We’re warching Midsomer Murders, though.

If there had been a groundhog in Oxford today it would definitely have been able to see its shadow; it was bright and sunny enough that my solar-powered fairy lights actually came on. (Solar-powered fairy lights turn out not to be a great idea, as there’s rarely enough sunlight at the time of year when you want fairy lights to cheer you up.) I don’t know whether groundhog-based superstitions have much bearing on the weather in a groundhog-free country, though.
strange_complex: (Tacitus on Brit weather)

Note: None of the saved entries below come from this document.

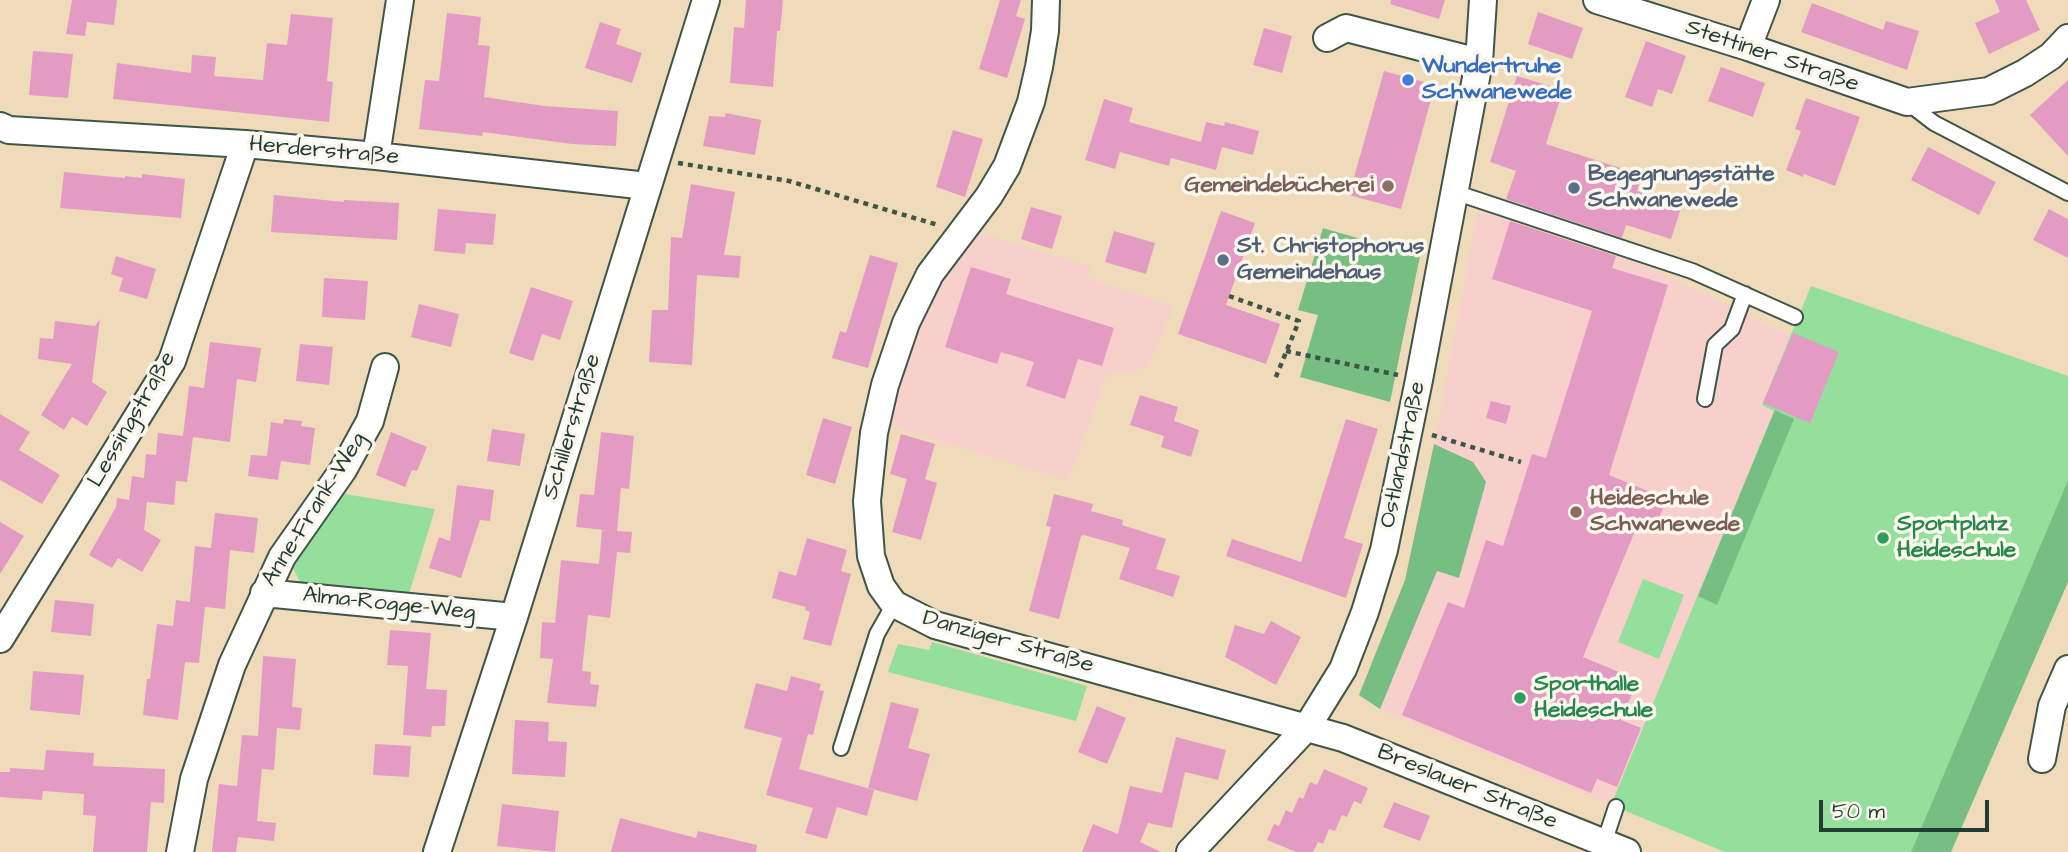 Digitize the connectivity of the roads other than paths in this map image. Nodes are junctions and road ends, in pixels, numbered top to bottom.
1 (400, 0) edge
2 (706, 0) edge
3 (1046, 0) edge
4 (1483, 0) edge
5 (1597, 0) edge
6 (1766, 0) edge
7 (1327, 38) dead end
8 (2068, 38) edge
9 (1748, 47) junction
10 (1479, 62) junction
11 (1907, 102) junction
12 (0, 126) edge
13 (245, 144) junction
14 (376, 156) junction
15 (648, 186) junction
16 (1454, 192) junction
17 (2068, 193) edge
18 (1745, 294) junction
19 (1795, 317) dead end
20 (385, 367) dead end
21 (1705, 399) dead end
22 (264, 593) junction
23 (894, 604) junction
24 (514, 617) junction
25 (0, 639) edge
26 (2068, 669) edge
27 (1307, 727) junction
28 (841, 748) dead end
29 (2042, 759) dead end
30 (1616, 807) dead end
31 (1610, 849) edge
32 (180, 852) edge
33 (437, 852) edge
34 (1190, 852) edge

1 - 14 street
2 - 15 street, Schillerstraße
3 - 23 street, Danziger Straße
4 - 10 street, Ostlandstraße
5 - 9 street, Stettiner Straße
6 - 9 street
7 - 10 street
8 - 11 street, Stettiner Straße
9 - 11 street, Stettiner Straße
10 - 16 street, Ostlandstraße
11 - 17 lane, Stettiner Straße
12 - 13 street, Herderstraße
13 - 14 street, Herderstraße
13 - 25 street, Lessingstraße
14 - 15 street, Herderstraße
15 - 24 street, Schillerstraße
16 - 18 lane
16 - 27 street, Ostlandstraße
18 - 19 lane
18 - 21 lane
20 - 22 street, Anne-Frank-Weg
22 - 24 street, Alma-Rogge-Weg
22 - 32 street, Anne-Frank-Weg
23 - 27 street, Danziger Straße
23 - 28 lane
24 - 33 street, Schillerstraße
26 - 29 street
27 - 31 street, Breslauer Straße
27 - 34 street, Ostlandstraße
30 - 31 lane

[personal profile] strange_complex 2019-02-02 07:30 pm (UTC)(link)
A lack of groundhogs isn't a problem, as this is also Candlemas and that comes with essentially the same weather-related tradition:

If Candlemas Day be fair and bright
Winter will have another fight.
If Candlemas Day brings cloud and rain,
Winter will not come again.

[personal profile] cosmolinguist 2019-02-02 08:47 pm (UTC)(link)
I read today that even in the country the groundhog is from, he's apparently only right 33% of the time, so he couldn't be much worse here. :)
mrs_redboots: (Default)

[personal profile] mrs_redboots 2019-02-02 11:11 pm (UTC)(link)
I read somewhere that there are various days during the year when the weather may be expected to follow a given pattern, which is how the superstitions arise - Candlemas, for instance, and St Swithun's day....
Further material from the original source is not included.